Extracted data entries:
□ □ □ □ □
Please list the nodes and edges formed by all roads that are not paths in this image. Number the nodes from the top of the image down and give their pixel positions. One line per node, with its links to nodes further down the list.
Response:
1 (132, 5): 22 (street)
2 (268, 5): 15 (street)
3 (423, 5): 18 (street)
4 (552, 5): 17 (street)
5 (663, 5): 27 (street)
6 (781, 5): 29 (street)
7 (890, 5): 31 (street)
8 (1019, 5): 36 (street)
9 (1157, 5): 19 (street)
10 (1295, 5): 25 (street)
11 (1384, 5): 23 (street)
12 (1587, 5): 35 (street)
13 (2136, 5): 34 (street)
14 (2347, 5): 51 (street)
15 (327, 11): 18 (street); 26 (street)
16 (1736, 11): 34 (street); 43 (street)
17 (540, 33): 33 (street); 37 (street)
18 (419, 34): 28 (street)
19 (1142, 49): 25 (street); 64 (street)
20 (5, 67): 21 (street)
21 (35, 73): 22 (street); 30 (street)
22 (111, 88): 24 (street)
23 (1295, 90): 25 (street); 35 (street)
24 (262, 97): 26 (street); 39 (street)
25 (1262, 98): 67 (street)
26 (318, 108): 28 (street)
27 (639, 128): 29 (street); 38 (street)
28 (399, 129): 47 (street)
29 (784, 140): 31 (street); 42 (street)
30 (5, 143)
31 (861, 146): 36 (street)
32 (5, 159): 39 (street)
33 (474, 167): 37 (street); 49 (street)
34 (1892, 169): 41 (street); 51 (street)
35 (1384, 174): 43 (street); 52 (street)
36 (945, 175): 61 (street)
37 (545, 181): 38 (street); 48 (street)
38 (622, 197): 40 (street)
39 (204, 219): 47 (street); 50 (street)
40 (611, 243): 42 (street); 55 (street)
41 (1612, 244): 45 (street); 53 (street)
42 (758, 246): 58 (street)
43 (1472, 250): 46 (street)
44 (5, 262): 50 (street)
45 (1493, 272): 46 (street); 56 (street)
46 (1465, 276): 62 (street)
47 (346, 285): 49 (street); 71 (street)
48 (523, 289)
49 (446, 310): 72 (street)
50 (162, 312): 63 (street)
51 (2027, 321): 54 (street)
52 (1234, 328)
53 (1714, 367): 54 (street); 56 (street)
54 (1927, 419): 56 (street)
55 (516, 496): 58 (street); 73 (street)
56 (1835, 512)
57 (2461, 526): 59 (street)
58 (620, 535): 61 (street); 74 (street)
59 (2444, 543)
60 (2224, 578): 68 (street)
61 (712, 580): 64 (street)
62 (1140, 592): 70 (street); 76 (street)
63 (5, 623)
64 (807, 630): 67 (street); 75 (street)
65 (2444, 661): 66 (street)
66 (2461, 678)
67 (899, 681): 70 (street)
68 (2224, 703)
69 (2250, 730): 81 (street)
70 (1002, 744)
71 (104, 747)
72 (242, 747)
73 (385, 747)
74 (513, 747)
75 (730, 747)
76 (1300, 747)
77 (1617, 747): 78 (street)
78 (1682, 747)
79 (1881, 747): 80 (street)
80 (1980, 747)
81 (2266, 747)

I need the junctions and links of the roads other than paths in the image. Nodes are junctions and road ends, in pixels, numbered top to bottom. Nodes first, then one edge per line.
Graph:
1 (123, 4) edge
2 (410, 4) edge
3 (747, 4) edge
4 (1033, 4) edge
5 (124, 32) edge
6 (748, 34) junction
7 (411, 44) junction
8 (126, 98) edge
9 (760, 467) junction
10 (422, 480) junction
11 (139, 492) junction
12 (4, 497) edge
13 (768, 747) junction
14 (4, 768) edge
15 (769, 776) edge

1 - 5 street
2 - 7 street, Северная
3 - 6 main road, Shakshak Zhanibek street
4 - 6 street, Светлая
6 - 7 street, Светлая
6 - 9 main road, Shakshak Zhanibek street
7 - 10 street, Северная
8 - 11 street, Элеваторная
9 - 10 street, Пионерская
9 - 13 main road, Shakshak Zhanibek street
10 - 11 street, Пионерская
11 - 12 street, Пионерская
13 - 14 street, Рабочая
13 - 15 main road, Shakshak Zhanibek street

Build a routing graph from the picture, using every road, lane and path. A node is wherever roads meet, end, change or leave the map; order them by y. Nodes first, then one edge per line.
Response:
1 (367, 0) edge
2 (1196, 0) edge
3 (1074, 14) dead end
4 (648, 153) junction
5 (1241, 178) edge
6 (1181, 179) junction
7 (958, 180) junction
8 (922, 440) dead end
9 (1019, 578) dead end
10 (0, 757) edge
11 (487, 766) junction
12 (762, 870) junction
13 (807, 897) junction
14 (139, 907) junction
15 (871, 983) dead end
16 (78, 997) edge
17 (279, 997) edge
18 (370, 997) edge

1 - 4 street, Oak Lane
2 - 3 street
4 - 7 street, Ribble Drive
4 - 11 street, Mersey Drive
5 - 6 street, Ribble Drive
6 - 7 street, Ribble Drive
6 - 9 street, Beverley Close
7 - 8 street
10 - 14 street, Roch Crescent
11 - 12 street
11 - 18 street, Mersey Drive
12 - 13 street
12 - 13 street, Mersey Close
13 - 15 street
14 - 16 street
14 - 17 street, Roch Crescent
□ □ □ □ □
** What you need to do **
Look through the entries above; copy each line where the string "image" appears.

** Exercise solution **
Please list the nodes and edges formed by all roads that are not paths in this image. Number the nodes from the top of the image down and give their pixel positions. One line per node, with its links to nodes further down the list.
I need the junctions and links of the roads other than paths in the image. Nodes are junctions and road ends, in pixels, numbered top to bottom. Nodes first, then one edge per line.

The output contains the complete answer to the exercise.